Thinking about picking up a steam deck. How is siwtch performance on it? Could you up res dumped games?
@@heres_the_sauce I'm thinking the same dude, from my research most of the stuff runs as good if not better. Selling all my Switch products to fund a Deck
@@heres_the_sauce I can confirm that Switch games run fantastic on the Steam Deck.
I have a Steam Deck already plus some switch games, but no Switch hardware. I wonder if I could I buy this and forfeit buying the switch console entirely? The only thing holding it back, is that would I still need a Switch Bios? And I wouldn't be able to get a Switch Bios or keys without the Switch right?
@@skycloud4802correct. Unless you get them from the dark side of the web
I'm guessing that if at some point, someone figures out how to build a certificate generator, it will be over from Nintendo's side because with all the different physical retailers world wide, they can't find out who is using a clone and who's not.... They'll know for games bought through their shop only. That's probably a future incentive why these big companies don't want physical copies anymore. They want to decide what you own...

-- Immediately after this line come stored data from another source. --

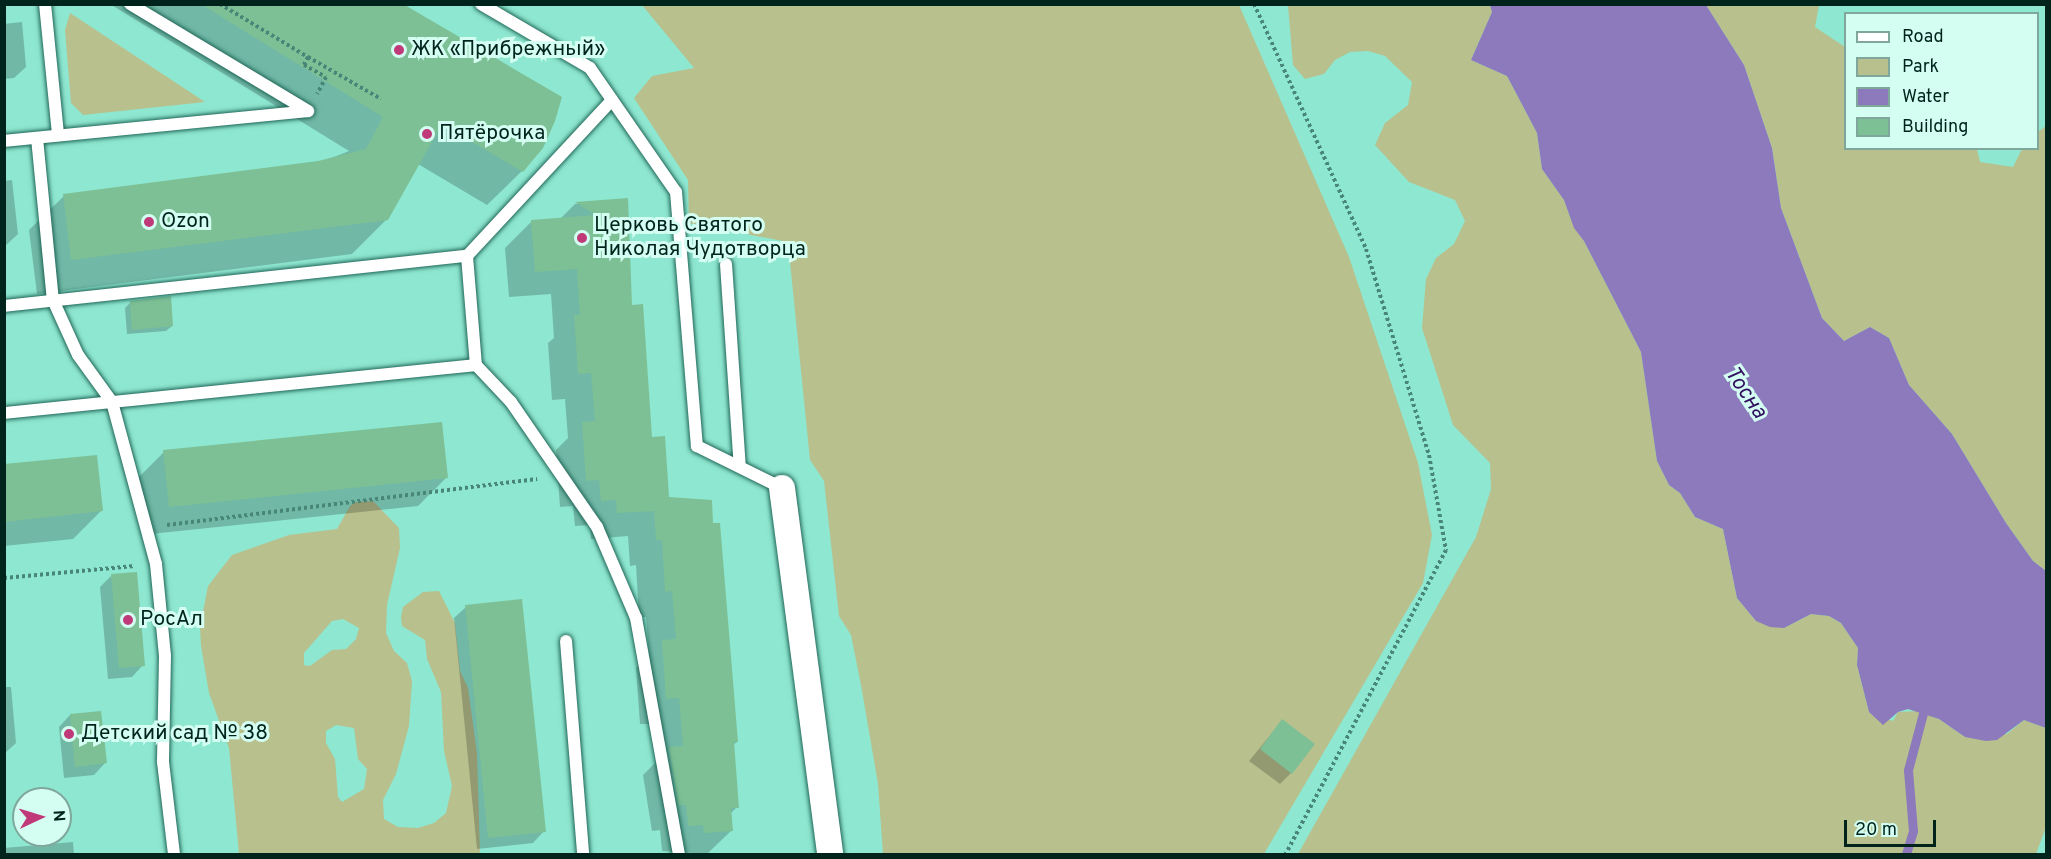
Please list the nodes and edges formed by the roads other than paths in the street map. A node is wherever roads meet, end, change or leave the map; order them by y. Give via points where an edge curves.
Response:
1 (45, 4) edge
2 (129, 4) edge
3 (481, 4) edge
4 (612, 100) junction
5 (58, 135) junction
6 (37, 138) junction
7 (4, 141) edge
8 (466, 255) junction
9 (726, 264) dead end
10 (52, 300) junction
11 (4, 306) edge
12 (476, 365) junction
13 (112, 402) junction
14 (4, 413) edge
15 (740, 467) junction
16 (782, 488) joint
17 (566, 641) dead end
18 (174, 855) edge
19 (583, 855) edge
20 (679, 855) edge
21 (830, 855) edge

1 - 5 lane
2 - 5 lane via 308,111
3 - 4 lane via 590,68
4 - 8 lane
4 - 15 lane via 676,192 697,446
5 - 6 lane
6 - 7 lane
6 - 10 lane
8 - 10 lane
8 - 12 lane
9 - 15 lane
10 - 11 lane
10 - 13 lane via 78,355
12 - 13 lane
12 - 20 lane via 511,402 597,527 636,618
13 - 14 lane
13 - 18 lane via 156,564 165,656 163,762
15 - 16 lane
16 - 21 street
17 - 19 lane

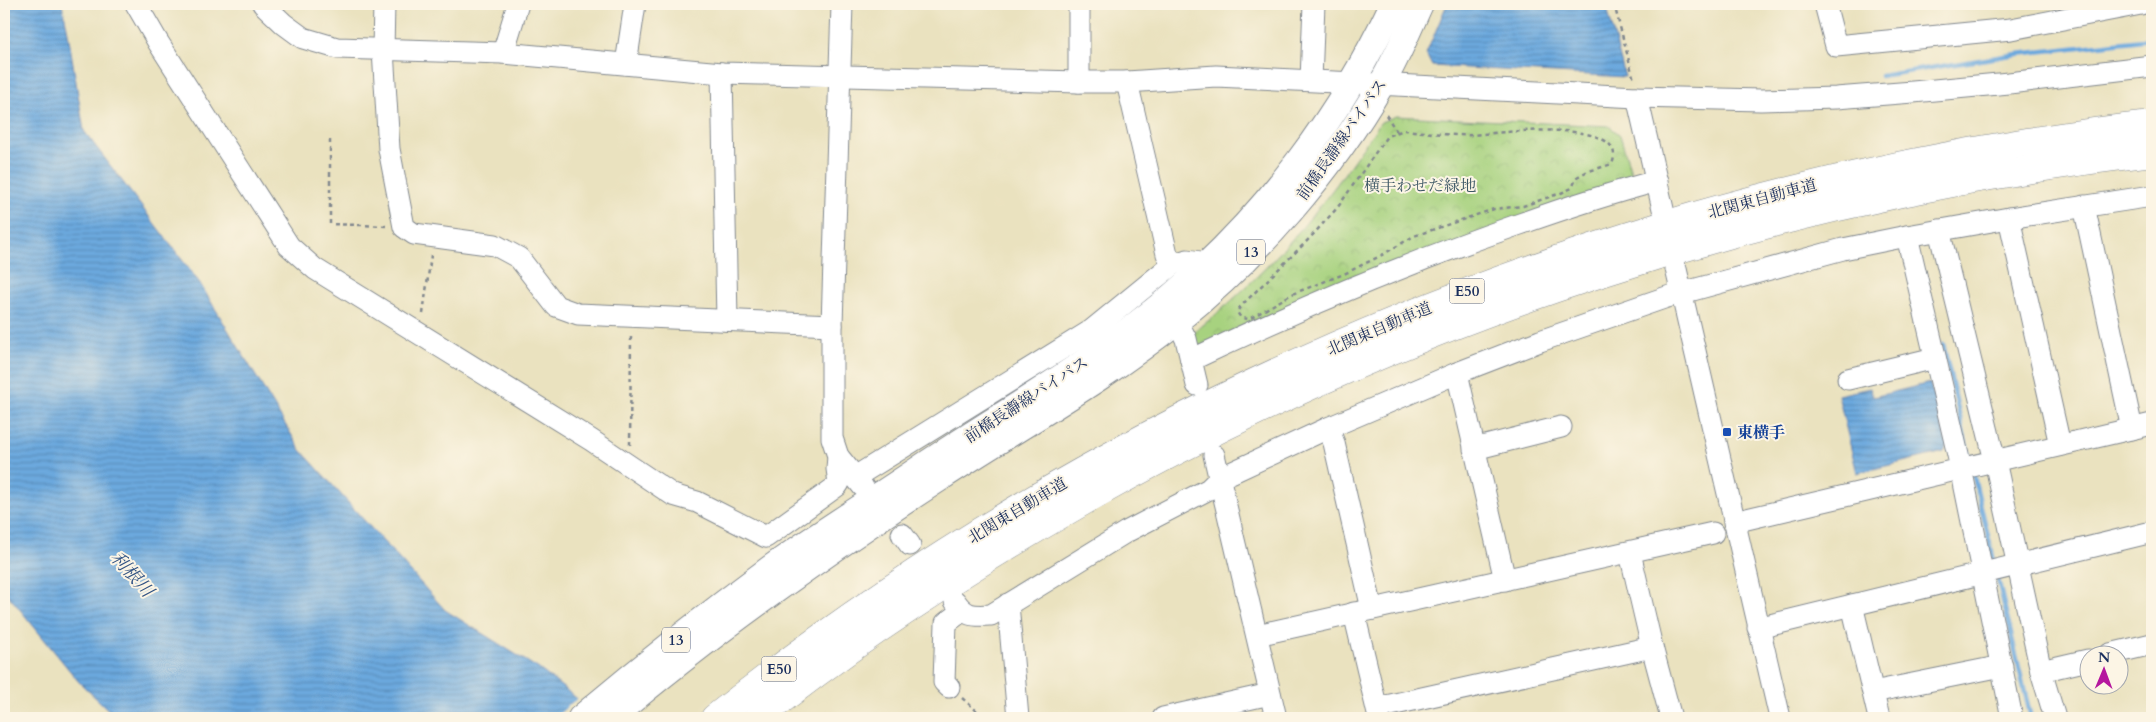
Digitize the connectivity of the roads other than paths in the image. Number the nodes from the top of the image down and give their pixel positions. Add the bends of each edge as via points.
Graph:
1 (136, 4) edge
2 (263, 4) edge
3 (384, 4) edge
4 (518, 4) edge
5 (634, 4) edge
6 (842, 4) edge
7 (1079, 4) edge
8 (1314, 4) edge
9 (1393, 4) edge
10 (1420, 4) edge
11 (1825, 4) edge
12 (2141, 4) edge
13 (383, 50) junction
14 (503, 53) junction
15 (626, 64) junction
16 (2152, 66) edge
17 (722, 73) junction
18 (838, 75) junction
19 (1311, 80) junction
20 (1079, 82) junction
21 (1127, 82) junction
22 (1347, 89) junction
23 (1379, 98) junction
24 (1638, 99) junction
25 (2152, 125) edge
26 (2152, 152) edge
27 (1657, 180) junction
28 (2152, 196) edge
29 (2084, 206) junction
30 (1663, 209) dead end
31 (2009, 218) junction
32 (1939, 230) junction
33 (1906, 236) junction
34 (1207, 263) junction
35 (1173, 264) junction
36 (1676, 269) dead end
37 (1682, 293) junction
38 (727, 320) junction
39 (1177, 321) junction
40 (832, 325) junction
41 (1936, 358) junction
42 (1191, 360) junction
43 (1457, 373) junction
44 (1848, 379) dead end
45 (1197, 385) dead end
46 (2142, 426) edge
47 (1560, 427) dead end
48 (1328, 428) junction
49 (2060, 445) junction
50 (1474, 449) junction
51 (1214, 455) dead end
52 (838, 456) junction
53 (1992, 461) junction
54 (1963, 468) junction
55 (1220, 478) junction
56 (1734, 522) junction
57 (2152, 532) edge
58 (1713, 534) dead end
59 (1630, 553) junction
60 (2014, 567) junction
61 (782, 573) junction
62 (1986, 573) junction
63 (1505, 580) junction
64 (1008, 604) junction
65 (1852, 605) junction
66 (1363, 611) junction
67 (1758, 628) junction
68 (1257, 635) junction
69 (2152, 644) edge
70 (1652, 647) junction
71 (2128, 650) edge
72 (2078, 662) edge
73 (2002, 666) junction
74 (2041, 671) junction
75 (949, 687) road end
76 (1873, 692) junction
77 (1270, 694) junction
78 (1378, 713) edge
79 (1776, 717) edge
80 (581, 718) edge
81 (611, 718) edge
82 (715, 718) edge
83 (758, 718) edge
84 (1018, 718) edge
85 (1163, 718) edge
86 (1276, 718) edge
87 (1671, 718) edge
88 (1879, 718) edge
89 (2012, 718) edge
90 (2055, 718) edge

1 - 52 street via 289,246 315,269 591,440 673,495 697,502 766,537 838,486
2 - 13 street via 303,38 337,48
3 - 13 street
4 - 14 street
5 - 15 street
6 - 18 street
7 - 20 street
8 - 19 street
9 - 22 main road, 前橋長瀞線バイパス / 13
10 - 23 main road, 前橋長瀞線バイパス / 13
11 - 12 street via 1836,46 2011,29
13 - 14 street
13 - 38 street via 389,149 404,227 414,234 495,245 519,258 556,306 578,314
14 - 15 street
15 - 17 street
16 - 24 street via 1823,110 1751,114
17 - 18 street
17 - 38 street
18 - 20 street
18 - 40 street
19 - 21 street via 1216,76
19 - 22 street
20 - 21 street
21 - 22 street via 1192,88
21 - 35 street via 1167,254
22 - 23 street
22 - 34 main road, 前橋長瀞線バイパス / 13 via 1281,184
23 - 24 street
23 - 39 main road, 前橋長瀞線バイパス / 13 via 1312,185 1228,278
24 - 27 street
25 - 82 highway, 北関東自動車道 / E50 via 1947,155 1789,190 1607,243 1448,298 1265,377 1097,462 939,556 844,620
26 - 83 highway, 北関東自動車道 / E50 via 2071,162 1876,197 1706,240 1457,323 1276,401 1187,445 1027,533 867,637
27 - 30 street
27 - 42 street via 1571,206 1349,288
28 - 29 street
29 - 31 street
29 - 46 street
31 - 32 street
31 - 49 street
32 - 33 street
32 - 53 street
33 - 37 street via 1843,249
33 - 41 street
34 - 35 street via 1187,260
34 - 61 main road, 前橋長瀞線バイパス / 13 via 1172,296 1086,361 933,459
35 - 52 street via 1092,330 859,482
36 - 37 street
37 - 43 street
37 - 56 street
38 - 40 street
39 - 42 street
39 - 61 main road, 前橋長瀞線バイパス / 13 via 1099,377
40 - 52 street via 832,438
41 - 44 street
41 - 54 street
42 - 45 street
43 - 48 street
43 - 50 street
46 - 49 street
47 - 50 street
48 - 55 street
48 - 66 street via 1334,442
49 - 53 street
50 - 63 street
51 - 55 street
53 - 54 street
53 - 60 street
54 - 56 street
54 - 62 street
55 - 64 street via 1209,489 1126,532
55 - 68 street
56 - 67 street
57 - 60 street
58 - 59 street
59 - 63 street
59 - 70 street
60 - 62 street
60 - 74 street
61 - 80 main road, 前橋長瀞線バイパス / 13 via 697,623
61 - 81 main road, 前橋長瀞線バイパス / 13 via 708,640
62 - 65 street
62 - 73 street
63 - 66 street
64 - 75 street via 991,615 972,616 958,606 946,623 944,682
64 - 84 street
65 - 67 street
65 - 76 street
66 - 68 street
66 - 78 street
67 - 79 street
68 - 77 street
69 - 71 street
70 - 78 street
70 - 87 street
72 - 74 street
73 - 76 street
73 - 89 street
74 - 90 street
76 - 88 street
77 - 85 street
77 - 86 street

How does it run better under emulation vs native? What is happening there technological to make that happen?
The CPU is gimped in the stock system. It's running at full speed in that clip.
@@TakiUdon It's running on linux or something? Or is there a way to unlock full cpu performance on native switch os (hacked obvs)?
@@TakiUdon which OS and I assume it is only for easier to run games
I can't see it running BOTW or TOTK or witched 3 etc, better under linux emulation
theyre probably just not going to ban people for duplicate carts since the switch is nearing EOL. So the Switch 2 will probably do away with physical media or at least fix this issue.
You don't really know much about Nintendo, huh? They always care when it comes to stuff like this.
@@qactustickwhat are they gonna do? Potentially piss of thousands to tens of thousands of parents who's kids just got their switch accounts wrongfully banned cause they had the audacity to purchase a game used and save a couple bucks. I'd love to see the antitrust case that'd come from that lol
@@apex8304 It wouldn't be about how the game was obtained, it'd be about seeing a supposedly unique identifier appear more than once on their servers, which they almost certainly have set up to detect automatically so they don't even have to search for it. Now, it probably won't lead to any problems on the user side if those identifiers are online at different times, but if they're ever online simultaneously I can see that definitely tripping a red flag on Nintendo's end and causing most likely both/all instances of that identifier being banned.
I think you need to understand what EOL means just because the switch 2 is looming large in the horizon. Does it mean the current switch is EOL as the current switch will still be supported obviously with games but it will still be supported for a few more years, EOL means that all support is ceased which won’t be the case with the current switch.
Need to get me a dumper now.
Very well done video. I think the only option Nintendo will have is to make people register games. If you want to sell the game, you will have to unregister it from your account. They will have to be upfront with this, and then if duplicate certs are detected then both and subsequent identical certs will be shutdown. A process of registration could open that game back up to you if you can prove you own the cartridge.